The last week (today excepted - it rained for a while) gives me mixed feelings. On the one hand, who could complain about six unbroken days of cloudless skies and heat (26C - 28C maxes) - dry heat, without mosquitos - at the end of September? Except that it is the end of September. We are a week past Equinox, night is longer than day, and the forecast for Tuesday, 3 October, suggests a daytime high for Warsaw of 26C. (If it exceeds 25.9C - then that will be another temperature record broken this year.)
While we are benefiting from the gorgeous weather in terms of our samopoczucie (perceived mental/ physical wellbeing), we must also be aware that climate change is real and is unfolding before our eyes. Tracking data is one thing, and we must ground our understanding of climate change on scientific data, but the subjective memory - that can play tricks - is important too. Septembers in Warsaw do happen to be sunny. However, yesterday, Poland's meteorological institute announced that September 2023 was 3.9C hotter than the average temperatures for the month. [An excellent breakdown of September temperature this year in Poland here.]
Here in Chynów, the apple harvests are in full swing, trees full of fruit - another good season, despite the relative lack of rainfall. We have also been spared any extreme weather events - no tree-uprooting winds, no flash floods, and no thunderstorms yielding golf-ball-size hailstones. Yet when the weather doesn't play the cosmic trickster, folk keep to their old ways - tractors standing in fields or orchards, engines idling, burning diesel and pumping emissions into the air. The farmer fails to see the need to turn the engine off. Same at the level crossing - when the barriers falls, it's around three minutes until the train passes and the barriers rise. Yet only the newest cars which have engines that automatically cut out when stationary aren't spewing CO2 into the air.
New York City hasn't been so lucky, hit with flash floods that led to a state of emergency being declared yesterday.
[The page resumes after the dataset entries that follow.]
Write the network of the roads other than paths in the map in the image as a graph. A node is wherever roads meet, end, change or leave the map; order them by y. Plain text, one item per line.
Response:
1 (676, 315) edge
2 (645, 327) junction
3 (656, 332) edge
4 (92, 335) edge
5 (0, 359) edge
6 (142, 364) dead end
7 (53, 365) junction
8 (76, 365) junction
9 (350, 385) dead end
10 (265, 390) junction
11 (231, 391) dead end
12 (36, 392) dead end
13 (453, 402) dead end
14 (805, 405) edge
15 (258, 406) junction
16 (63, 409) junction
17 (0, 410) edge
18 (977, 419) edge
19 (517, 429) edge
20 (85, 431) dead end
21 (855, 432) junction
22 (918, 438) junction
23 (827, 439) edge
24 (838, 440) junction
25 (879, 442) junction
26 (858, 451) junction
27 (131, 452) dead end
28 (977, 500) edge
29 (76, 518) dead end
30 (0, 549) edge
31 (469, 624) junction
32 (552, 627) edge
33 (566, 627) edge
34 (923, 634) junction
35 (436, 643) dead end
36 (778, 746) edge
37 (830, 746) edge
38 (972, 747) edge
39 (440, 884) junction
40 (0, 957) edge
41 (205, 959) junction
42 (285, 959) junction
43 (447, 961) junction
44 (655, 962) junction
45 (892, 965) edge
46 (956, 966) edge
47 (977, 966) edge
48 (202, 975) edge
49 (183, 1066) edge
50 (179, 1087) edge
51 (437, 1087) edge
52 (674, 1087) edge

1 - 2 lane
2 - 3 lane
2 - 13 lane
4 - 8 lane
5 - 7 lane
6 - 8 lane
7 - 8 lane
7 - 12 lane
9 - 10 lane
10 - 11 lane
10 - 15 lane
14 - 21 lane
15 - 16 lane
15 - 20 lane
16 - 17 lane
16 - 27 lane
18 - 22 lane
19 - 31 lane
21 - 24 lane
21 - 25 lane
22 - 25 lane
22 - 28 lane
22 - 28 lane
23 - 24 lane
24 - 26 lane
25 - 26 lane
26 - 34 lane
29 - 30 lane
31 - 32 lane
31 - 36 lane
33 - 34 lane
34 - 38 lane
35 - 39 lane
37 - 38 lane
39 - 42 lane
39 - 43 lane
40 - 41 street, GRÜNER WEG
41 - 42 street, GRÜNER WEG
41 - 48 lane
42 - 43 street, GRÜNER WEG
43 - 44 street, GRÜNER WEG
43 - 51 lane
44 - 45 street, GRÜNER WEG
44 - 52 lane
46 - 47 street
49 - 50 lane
Yet because Poland has to date escaped the wrath of climate change, the subject is not an issue in the discourse leading up to the parliamentary election in two weeks' time.
The extra days of summer warmth mean I've not had to switch on my heating (last September I first felt uncomfortably cold enough to do so on the 19th); my electricity consumption is down 18% compared to the same period next year. So - the warmer it gets, the less energy we consume?
Now that we're in the dark half of the year, let me turn my attention to hours of sunlight. Plentiful between the equinoxes, it starts to plummet.
Below: annual sunshine hours, Warsaw. Note the steep falling-off that occurs between October and November - this is the 'hammer of darkness' effect that I've noted (click here on on label below right). October sees more than twice as many hours of sunshine than November; December's the worst by far, followed by January.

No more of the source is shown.